* Task details *
Repeat verbatim what the listing holds, but not its pictures.

* Task data *

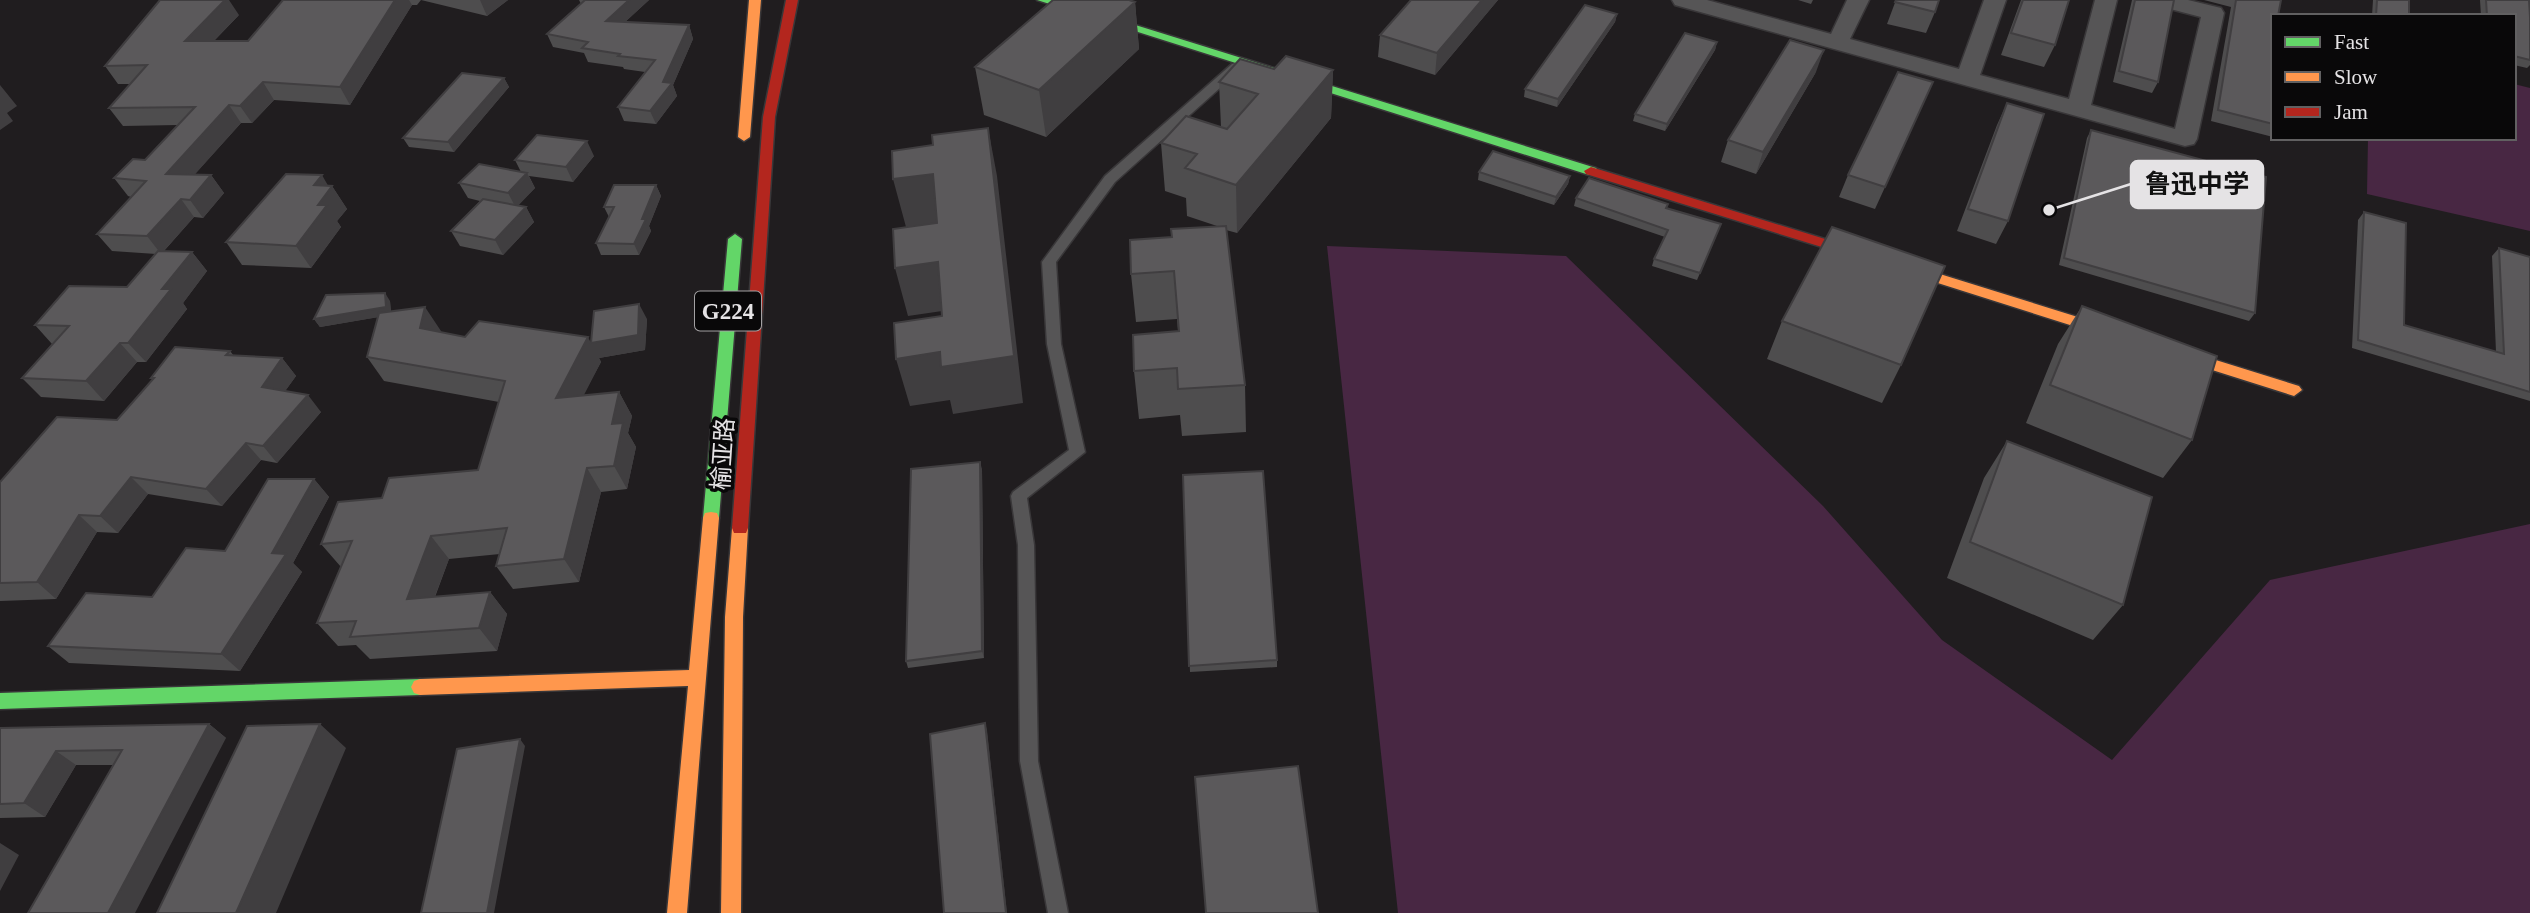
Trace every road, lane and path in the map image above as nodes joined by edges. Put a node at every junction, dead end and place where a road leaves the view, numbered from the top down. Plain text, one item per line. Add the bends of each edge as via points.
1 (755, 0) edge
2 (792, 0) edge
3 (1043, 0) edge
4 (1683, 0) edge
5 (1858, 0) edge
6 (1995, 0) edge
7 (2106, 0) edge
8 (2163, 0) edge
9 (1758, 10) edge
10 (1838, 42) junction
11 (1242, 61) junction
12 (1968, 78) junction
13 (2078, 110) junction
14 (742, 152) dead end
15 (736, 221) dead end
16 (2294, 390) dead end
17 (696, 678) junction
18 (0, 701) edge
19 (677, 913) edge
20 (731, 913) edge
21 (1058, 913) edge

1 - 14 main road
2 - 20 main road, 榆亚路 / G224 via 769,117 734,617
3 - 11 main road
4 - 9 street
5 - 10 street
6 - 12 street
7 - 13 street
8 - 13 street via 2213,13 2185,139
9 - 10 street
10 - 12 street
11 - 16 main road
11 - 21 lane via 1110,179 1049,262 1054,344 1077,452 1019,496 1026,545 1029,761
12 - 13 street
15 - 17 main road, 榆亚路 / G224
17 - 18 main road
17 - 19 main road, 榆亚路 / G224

* Solution *
Trace every road, lane and path in the map image above as nodes joined by edges. Put a node at every junction, dead end and place where a road leaves the view, numbered from the top down. Plain text, one item per line. Add the bends of each edge as via points.
1 (755, 0) edge
2 (792, 0) edge
3 (1043, 0) edge
4 (1683, 0) edge
5 (1858, 0) edge
6 (1995, 0) edge
7 (2106, 0) edge
8 (2163, 0) edge
9 (1758, 10) edge
10 (1838, 42) junction
11 (1242, 61) junction
12 (1968, 78) junction
13 (2078, 110) junction
14 (742, 152) dead end
15 (736, 221) dead end
16 (2294, 390) dead end
17 (696, 678) junction
18 (0, 701) edge
19 (677, 913) edge
20 (731, 913) edge
21 (1058, 913) edge

1 - 14 main road
2 - 20 main road, 榆亚路 / G224 via 769,117 734,617
3 - 11 main road
4 - 9 street
5 - 10 street
6 - 12 street
7 - 13 street
8 - 13 street via 2213,13 2185,139
9 - 10 street
10 - 12 street
11 - 16 main road
11 - 21 lane via 1110,179 1049,262 1054,344 1077,452 1019,496 1026,545 1029,761
12 - 13 street
15 - 17 main road, 榆亚路 / G224
17 - 18 main road
17 - 19 main road, 榆亚路 / G224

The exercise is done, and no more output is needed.